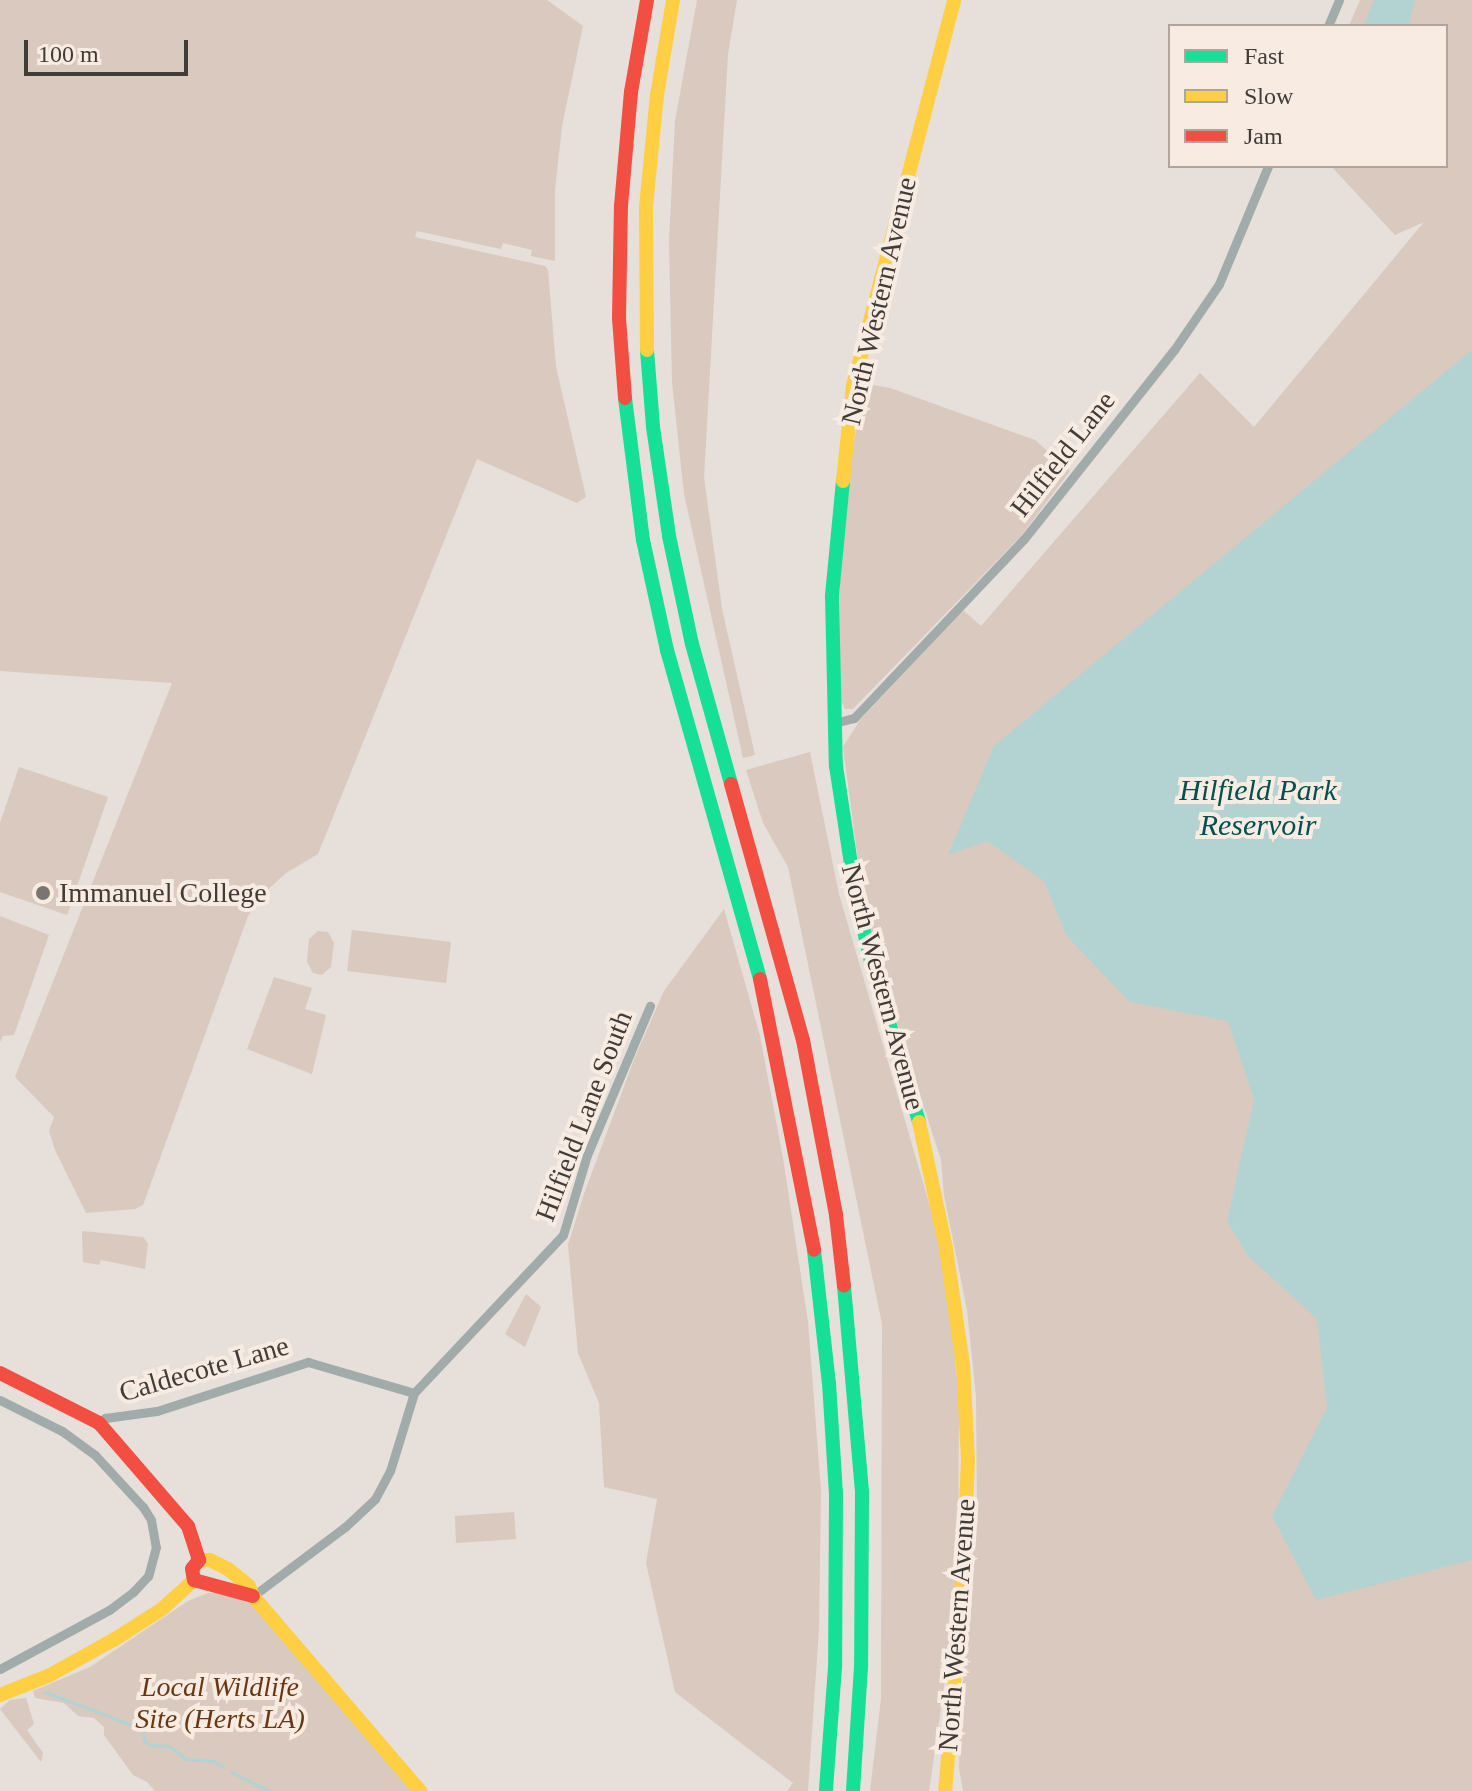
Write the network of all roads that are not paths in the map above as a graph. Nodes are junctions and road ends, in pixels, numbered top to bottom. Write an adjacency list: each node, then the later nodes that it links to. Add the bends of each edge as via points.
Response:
1 (647, 0): 21 (main road, via 631,92 621,206 619,318 627,429 664,636 762,987 810,1218 827,1355 836,1494 835,1667)
2 (673, 0): 22 (main road, via 646,207 645,316 653,427 666,522 692,644 799,1025 836,1215 853,1353 862,1493 861,1667)
3 (954, 0): 7 (main road, North Western Avenue, via 853,386 832,596)
4 (1339, 0): 5 (street)
5 (1329, 24)
6 (1267, 168): 7 (street, Hilfield Lane, via 1219,284 1174,350 1024,539 854,718)
7 (834, 723): 23 (main road, North Western Avenue, via 856,896 924,1140 963,1364 968,1459)
8 (650, 1006): 10 (street, Hilfield Lane South, via 587,1155 563,1235)
9 (0, 1373): 12 (main road)
10 (414, 1393): 12 (street, Caldecote Lane, via 308,1362 157,1411); 17 (street, Hilfield Lane South, via 390,1471 375,1499)
11 (0, 1400): 18 (street, via 62,1431 95,1455 143,1507 156,1547 148,1576 133,1592)
12 (99, 1423): 13 (main road, via 181,1514)
13 (199, 1560): 14 (main road); 15 (main road, via 192,1569)
14 (216, 1566): 16 (main road); 17 (main road, via 237,1576)
15 (194, 1580): 16 (main road); 19 (main road, via 162,1609 115,1639)
16 (211, 1583): 17 (main road)
17 (253, 1596): 20 (main road)
18 (0, 1669)
19 (0, 1695)
20 (420, 1791)
21 (826, 1791)
22 (853, 1791)
23 (945, 1791)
———
[Your task] Strip the images and reproduce the remaining records precisely.

[Your response]
Write the network of all roads that are not paths in the map above as a graph. Nodes are junctions and road ends, in pixels, numbered top to bottom. Write an adjacency list: each node, then the later nodes that it links to. Add the bends of each edge as via points.
Response:
1 (647, 0): 21 (main road, via 631,92 621,206 619,318 627,429 664,636 762,987 810,1218 827,1355 836,1494 835,1667)
2 (673, 0): 22 (main road, via 646,207 645,316 653,427 666,522 692,644 799,1025 836,1215 853,1353 862,1493 861,1667)
3 (954, 0): 7 (main road, North Western Avenue, via 853,386 832,596)
4 (1339, 0): 5 (street)
5 (1329, 24)
6 (1267, 168): 7 (street, Hilfield Lane, via 1219,284 1174,350 1024,539 854,718)
7 (834, 723): 23 (main road, North Western Avenue, via 856,896 924,1140 963,1364 968,1459)
8 (650, 1006): 10 (street, Hilfield Lane South, via 587,1155 563,1235)
9 (0, 1373): 12 (main road)
10 (414, 1393): 12 (street, Caldecote Lane, via 308,1362 157,1411); 17 (street, Hilfield Lane South, via 390,1471 375,1499)
11 (0, 1400): 18 (street, via 62,1431 95,1455 143,1507 156,1547 148,1576 133,1592)
12 (99, 1423): 13 (main road, via 181,1514)
13 (199, 1560): 14 (main road); 15 (main road, via 192,1569)
14 (216, 1566): 16 (main road); 17 (main road, via 237,1576)
15 (194, 1580): 16 (main road); 19 (main road, via 162,1609 115,1639)
16 (211, 1583): 17 (main road)
17 (253, 1596): 20 (main road)
18 (0, 1669)
19 (0, 1695)
20 (420, 1791)
21 (826, 1791)
22 (853, 1791)
23 (945, 1791)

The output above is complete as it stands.